I love the opinionated writing style. I wish I knew more about this so I could relate to the comments about the "compiler braindamage", "mbuf chain stupidity", and "netipl software interrupt bs".

minimax · on Dec 27, 2013

The "compiler braindamage" is that it is generating instructions to load individual registers 4 bytes at a time where it could instead generate instructions that load eight (properly aligned) bytes at a time into two four-byte registers at once. The bytes in question are some fields in the tcp header and some fields in the pcb (which is like all the state related to the TCP connection).

These instructions here are loading the header into registers:

        ld [%i0+4],%l3     ! load packet tcp header fields
        ld [%i0+8],%l4
        ld [%i0+12],%l2
        ld [%i0+16],%l0

That's the assembler for this:

        u_long seq = ((u_long*)ti)[1];
        u_long ack = ((u_long*)ti)[2];
        u_long flg = ((u_long*)ti)[3];
        u_long sum = ((u_long*)ti)[4];

ld loads 4 bytes at a time into a register but there is a sparc instruction ldd that will load 8 bytes into two registers at a time. If the compiler used ldd these four instructions turn into two. That gets us from 33 to 31. I'm not 100% clear which two fields from the pcb can be loaded simultaneously but there is this line

        ld [%i1+72],%o0                 ! compute header checksum

and then further down

       ld [%i1+68],%o0

which I think are:

       u_long cksum = tp->ph_sum;

and

        if ((flg & FMASK) == tp->pred_flags && seq == tp->rcv_nxt) {

Obviously that line is multiple instructions but what I meant is the part where tp->rcv_nxt is loaded into a register.

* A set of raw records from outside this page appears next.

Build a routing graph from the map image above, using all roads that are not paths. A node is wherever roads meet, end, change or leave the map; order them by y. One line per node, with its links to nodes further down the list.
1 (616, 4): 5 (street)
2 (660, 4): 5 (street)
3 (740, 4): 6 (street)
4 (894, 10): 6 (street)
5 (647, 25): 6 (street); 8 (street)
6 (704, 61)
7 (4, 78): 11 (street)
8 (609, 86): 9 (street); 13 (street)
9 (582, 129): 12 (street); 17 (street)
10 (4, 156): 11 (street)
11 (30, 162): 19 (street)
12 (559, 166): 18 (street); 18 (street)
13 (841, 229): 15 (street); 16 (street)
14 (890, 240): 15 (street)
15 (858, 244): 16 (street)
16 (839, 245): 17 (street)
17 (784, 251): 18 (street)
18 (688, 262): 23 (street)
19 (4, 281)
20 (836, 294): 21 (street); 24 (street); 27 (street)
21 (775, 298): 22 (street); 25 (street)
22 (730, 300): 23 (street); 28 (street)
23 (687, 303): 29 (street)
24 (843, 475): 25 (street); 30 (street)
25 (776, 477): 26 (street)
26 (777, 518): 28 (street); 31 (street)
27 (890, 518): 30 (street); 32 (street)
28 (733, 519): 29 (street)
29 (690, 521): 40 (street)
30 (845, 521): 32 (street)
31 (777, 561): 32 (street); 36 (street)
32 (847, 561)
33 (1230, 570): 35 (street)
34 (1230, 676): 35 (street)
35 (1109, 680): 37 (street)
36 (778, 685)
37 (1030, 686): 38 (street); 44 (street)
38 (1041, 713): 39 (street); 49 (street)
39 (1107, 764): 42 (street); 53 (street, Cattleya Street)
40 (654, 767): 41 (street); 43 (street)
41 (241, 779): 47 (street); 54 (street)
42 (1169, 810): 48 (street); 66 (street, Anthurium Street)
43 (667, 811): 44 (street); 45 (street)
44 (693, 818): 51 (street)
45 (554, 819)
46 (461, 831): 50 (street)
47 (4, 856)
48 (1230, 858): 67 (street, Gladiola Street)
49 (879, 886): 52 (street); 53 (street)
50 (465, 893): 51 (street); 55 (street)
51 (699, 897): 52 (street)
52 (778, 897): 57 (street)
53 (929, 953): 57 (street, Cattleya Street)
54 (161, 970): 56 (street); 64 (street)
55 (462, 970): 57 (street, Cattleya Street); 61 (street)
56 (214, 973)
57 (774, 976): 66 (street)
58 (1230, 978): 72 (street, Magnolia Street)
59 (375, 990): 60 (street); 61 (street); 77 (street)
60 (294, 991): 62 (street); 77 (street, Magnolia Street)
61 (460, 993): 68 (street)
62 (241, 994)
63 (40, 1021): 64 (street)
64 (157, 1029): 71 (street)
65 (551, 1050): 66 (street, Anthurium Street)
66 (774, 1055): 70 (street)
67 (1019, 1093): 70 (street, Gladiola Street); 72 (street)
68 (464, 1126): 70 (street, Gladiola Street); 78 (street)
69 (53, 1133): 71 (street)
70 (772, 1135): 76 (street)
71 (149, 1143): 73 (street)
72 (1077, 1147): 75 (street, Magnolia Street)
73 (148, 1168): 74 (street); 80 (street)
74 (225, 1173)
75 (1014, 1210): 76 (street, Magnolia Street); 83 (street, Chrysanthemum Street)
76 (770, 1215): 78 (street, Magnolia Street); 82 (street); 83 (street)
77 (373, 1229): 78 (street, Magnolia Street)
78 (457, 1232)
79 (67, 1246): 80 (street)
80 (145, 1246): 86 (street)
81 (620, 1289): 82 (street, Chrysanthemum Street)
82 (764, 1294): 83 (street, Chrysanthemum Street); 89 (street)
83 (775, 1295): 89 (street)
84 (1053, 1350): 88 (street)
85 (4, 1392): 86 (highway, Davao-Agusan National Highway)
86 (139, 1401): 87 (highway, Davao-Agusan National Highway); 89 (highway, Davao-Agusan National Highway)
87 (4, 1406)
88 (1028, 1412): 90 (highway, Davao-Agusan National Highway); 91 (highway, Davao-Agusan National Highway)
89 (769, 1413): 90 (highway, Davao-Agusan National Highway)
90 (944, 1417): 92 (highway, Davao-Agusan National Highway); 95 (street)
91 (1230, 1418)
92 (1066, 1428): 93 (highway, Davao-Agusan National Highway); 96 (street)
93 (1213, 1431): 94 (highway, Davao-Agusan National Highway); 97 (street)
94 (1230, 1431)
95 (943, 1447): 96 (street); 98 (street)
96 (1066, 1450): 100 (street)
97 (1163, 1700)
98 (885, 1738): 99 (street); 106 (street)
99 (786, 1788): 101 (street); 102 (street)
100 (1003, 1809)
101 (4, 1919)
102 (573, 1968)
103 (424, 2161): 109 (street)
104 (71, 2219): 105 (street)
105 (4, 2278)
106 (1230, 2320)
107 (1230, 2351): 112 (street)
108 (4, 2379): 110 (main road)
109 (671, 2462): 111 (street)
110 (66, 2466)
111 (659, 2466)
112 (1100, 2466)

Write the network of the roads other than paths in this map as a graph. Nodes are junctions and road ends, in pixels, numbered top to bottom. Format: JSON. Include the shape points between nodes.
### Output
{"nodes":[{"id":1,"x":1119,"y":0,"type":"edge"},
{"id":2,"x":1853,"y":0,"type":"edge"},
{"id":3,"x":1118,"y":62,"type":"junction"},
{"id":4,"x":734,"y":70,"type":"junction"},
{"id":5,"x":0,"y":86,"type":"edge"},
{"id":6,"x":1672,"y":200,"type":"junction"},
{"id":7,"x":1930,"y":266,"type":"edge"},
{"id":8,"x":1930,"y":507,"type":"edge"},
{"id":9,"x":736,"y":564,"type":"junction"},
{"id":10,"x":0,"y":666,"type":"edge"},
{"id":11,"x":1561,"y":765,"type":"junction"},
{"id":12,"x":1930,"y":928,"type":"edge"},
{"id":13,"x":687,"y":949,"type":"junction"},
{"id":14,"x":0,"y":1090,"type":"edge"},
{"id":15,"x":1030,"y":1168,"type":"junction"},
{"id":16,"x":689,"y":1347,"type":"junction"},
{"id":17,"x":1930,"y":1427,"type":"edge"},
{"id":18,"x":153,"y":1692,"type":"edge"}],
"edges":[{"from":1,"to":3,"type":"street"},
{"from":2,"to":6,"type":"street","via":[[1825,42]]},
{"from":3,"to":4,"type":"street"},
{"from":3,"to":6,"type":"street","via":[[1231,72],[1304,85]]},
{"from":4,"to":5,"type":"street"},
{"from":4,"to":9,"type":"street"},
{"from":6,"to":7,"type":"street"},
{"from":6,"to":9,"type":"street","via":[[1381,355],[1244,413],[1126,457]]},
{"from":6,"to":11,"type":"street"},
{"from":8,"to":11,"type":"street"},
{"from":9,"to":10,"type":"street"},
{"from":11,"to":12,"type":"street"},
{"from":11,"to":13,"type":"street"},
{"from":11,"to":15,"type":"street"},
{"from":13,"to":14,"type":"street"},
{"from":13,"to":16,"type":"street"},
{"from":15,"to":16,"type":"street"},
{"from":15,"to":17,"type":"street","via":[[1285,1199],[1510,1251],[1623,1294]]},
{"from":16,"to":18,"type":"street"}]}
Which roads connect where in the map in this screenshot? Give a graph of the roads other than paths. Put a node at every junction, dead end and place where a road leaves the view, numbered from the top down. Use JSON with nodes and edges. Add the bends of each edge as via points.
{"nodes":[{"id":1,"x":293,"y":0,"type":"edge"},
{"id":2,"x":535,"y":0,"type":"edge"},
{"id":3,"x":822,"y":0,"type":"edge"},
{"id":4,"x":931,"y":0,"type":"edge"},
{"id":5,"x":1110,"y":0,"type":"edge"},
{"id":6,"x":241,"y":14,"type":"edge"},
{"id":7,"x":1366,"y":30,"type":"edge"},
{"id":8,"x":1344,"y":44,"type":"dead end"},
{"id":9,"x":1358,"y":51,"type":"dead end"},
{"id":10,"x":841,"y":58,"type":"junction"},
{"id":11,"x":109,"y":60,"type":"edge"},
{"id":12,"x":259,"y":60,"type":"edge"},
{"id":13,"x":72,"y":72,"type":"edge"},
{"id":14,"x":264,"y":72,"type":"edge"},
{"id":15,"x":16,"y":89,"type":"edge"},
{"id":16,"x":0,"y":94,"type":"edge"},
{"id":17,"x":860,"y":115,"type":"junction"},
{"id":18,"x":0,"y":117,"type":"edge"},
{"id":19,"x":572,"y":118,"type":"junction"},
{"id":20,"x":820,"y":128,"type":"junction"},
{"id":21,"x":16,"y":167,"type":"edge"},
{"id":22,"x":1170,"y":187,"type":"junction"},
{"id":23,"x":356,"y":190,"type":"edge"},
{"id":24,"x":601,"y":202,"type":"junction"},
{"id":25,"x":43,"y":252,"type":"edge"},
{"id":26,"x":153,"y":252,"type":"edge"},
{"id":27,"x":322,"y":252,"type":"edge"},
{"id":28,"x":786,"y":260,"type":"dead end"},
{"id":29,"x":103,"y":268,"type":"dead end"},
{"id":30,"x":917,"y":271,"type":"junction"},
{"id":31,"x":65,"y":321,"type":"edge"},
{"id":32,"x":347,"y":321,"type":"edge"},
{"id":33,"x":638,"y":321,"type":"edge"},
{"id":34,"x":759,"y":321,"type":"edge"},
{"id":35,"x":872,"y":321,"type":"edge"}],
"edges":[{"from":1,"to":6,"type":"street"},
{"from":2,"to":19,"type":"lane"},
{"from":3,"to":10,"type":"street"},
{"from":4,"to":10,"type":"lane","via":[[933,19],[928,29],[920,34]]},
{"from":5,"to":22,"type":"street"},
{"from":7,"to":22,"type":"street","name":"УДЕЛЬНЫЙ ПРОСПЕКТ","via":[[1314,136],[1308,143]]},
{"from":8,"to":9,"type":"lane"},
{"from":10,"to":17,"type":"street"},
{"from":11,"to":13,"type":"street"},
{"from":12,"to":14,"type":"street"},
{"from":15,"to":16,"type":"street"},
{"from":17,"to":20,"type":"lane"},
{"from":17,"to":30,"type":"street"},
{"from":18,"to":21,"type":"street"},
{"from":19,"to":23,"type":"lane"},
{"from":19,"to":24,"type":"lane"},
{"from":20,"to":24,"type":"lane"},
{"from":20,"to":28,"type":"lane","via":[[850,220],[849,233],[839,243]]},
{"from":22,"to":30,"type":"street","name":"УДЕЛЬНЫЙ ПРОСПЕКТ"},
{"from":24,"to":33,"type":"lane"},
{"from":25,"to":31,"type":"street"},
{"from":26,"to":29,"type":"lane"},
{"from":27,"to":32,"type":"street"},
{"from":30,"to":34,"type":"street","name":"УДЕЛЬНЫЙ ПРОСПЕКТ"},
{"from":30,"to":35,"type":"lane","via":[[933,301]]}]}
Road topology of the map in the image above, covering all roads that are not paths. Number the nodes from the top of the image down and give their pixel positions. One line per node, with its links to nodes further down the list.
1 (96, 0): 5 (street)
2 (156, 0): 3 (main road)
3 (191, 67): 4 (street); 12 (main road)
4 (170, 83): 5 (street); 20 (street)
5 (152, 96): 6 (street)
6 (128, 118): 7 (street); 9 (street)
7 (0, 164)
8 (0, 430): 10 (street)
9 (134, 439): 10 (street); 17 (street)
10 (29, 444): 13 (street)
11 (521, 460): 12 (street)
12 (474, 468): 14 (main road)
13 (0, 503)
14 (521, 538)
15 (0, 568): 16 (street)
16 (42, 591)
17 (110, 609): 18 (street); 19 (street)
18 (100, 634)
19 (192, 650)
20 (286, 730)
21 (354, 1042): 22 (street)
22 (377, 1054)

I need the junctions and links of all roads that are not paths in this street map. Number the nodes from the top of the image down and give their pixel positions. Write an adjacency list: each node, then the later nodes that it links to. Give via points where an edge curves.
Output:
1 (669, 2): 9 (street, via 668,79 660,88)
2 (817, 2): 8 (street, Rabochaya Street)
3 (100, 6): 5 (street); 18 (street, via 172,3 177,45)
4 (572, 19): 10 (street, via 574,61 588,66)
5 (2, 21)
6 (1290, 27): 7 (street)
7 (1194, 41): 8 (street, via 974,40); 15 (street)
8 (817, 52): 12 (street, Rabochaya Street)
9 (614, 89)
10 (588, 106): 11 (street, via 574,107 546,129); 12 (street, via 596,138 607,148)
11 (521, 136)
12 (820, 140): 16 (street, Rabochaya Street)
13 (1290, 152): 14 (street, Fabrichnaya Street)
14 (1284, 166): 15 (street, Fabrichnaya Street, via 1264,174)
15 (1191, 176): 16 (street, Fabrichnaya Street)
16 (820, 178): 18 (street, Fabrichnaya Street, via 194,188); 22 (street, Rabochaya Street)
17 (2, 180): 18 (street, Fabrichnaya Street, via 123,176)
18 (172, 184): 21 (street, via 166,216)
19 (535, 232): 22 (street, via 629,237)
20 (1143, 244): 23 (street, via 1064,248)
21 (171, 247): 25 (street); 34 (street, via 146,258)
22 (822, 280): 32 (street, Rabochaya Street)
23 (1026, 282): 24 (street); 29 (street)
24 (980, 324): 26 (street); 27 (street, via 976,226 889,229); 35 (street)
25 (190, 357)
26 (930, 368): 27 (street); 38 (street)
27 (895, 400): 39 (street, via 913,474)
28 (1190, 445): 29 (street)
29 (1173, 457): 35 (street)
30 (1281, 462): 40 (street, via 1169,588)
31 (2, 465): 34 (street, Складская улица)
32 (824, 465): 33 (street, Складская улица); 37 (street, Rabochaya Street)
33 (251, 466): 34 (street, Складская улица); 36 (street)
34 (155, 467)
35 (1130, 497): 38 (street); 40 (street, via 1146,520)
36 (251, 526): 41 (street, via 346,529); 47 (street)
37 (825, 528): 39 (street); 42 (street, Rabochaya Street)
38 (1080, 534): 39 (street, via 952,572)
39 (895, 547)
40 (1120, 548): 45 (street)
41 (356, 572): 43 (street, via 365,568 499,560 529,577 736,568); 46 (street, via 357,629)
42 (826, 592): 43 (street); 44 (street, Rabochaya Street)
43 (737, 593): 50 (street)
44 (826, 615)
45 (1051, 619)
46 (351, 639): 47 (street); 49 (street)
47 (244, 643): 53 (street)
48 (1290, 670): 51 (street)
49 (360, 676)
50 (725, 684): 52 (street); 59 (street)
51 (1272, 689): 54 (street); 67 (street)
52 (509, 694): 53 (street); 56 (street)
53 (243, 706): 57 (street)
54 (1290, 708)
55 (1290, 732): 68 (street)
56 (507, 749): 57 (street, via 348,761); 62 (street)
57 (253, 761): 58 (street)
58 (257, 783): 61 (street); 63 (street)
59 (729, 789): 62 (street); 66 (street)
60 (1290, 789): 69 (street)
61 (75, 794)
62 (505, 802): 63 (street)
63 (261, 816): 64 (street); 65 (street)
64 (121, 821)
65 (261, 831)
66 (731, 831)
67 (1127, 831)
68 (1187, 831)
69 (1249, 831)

So probably tp->ph_sum and tp->rcv_nxt are adjacent in his version of struct tcpcb and he thinks the compiler should do use the same parallel load instruction (loading two registers from 8 bytes at once) for those fields.

darbelo · on Dec 28, 2013

The "mbuf chain stupidity" refers to the way memory buffers are handled in the kernel. His implementation uses 'pbufs' to store a single packet contiguously in kernel memory. This is in contrast to BSD[1], where a packet could span multiple 'mbufs' which were 'chained' into a linked list.

You can "man 9 mbuf" on your nearest BSD derivative to glean a bit more information about what he is opposing. Today's mbufs are not quite the same as they were back then, but the parts that he hated are still there :)

[1] "my kernel looks nothing at all like any version of BSD"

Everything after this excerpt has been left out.